Report, as a single number, how many lines of the records contain the word "from".

◆ ◆ ◆

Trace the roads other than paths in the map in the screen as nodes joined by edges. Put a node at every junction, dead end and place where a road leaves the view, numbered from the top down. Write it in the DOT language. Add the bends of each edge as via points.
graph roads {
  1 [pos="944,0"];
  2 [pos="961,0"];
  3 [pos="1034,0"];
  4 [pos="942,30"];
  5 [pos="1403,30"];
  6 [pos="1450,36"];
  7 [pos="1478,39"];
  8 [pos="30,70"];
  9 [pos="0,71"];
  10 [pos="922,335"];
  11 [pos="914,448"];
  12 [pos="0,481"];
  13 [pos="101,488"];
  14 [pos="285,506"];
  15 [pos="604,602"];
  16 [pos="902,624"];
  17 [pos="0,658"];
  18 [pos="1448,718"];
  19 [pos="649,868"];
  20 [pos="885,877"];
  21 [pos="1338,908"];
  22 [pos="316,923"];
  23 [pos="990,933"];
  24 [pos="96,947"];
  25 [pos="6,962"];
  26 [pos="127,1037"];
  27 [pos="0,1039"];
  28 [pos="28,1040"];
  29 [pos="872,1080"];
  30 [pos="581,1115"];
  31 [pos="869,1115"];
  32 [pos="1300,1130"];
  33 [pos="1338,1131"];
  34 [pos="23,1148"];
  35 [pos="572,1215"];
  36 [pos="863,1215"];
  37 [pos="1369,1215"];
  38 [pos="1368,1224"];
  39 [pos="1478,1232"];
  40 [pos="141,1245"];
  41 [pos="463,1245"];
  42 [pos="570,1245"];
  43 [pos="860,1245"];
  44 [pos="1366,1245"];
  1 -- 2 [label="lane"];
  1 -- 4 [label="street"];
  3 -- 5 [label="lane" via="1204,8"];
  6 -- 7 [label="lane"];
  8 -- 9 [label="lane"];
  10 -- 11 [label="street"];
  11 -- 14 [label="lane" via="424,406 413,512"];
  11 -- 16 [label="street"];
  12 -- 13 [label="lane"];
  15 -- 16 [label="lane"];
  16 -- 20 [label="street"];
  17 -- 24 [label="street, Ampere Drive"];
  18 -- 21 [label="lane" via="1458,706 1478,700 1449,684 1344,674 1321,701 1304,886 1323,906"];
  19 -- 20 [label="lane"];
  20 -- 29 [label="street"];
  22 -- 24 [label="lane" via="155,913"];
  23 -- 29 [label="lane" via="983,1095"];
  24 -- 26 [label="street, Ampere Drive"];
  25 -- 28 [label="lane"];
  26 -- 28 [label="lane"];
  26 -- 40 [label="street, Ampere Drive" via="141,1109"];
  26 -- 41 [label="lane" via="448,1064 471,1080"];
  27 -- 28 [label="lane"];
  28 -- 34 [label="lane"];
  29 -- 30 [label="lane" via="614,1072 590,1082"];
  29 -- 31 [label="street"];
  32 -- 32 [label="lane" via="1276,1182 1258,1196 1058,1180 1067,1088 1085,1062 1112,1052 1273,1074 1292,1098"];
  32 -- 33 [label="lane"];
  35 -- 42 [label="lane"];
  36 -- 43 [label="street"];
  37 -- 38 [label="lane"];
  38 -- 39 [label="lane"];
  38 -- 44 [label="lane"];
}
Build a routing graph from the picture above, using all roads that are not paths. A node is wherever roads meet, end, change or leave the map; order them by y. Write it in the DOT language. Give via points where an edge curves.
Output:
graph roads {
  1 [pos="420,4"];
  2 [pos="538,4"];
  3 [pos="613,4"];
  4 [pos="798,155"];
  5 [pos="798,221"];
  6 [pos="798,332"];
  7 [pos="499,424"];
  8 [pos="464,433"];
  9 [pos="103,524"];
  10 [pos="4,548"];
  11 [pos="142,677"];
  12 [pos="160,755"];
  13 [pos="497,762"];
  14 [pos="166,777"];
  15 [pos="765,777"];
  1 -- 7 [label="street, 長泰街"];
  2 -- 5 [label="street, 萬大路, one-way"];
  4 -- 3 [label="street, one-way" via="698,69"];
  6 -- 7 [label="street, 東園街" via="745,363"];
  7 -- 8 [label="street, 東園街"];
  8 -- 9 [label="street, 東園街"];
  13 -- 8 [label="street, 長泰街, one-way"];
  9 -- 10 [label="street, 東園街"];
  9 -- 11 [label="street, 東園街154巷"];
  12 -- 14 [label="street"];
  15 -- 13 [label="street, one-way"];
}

◆ ◆ ◆

ANSWER: 2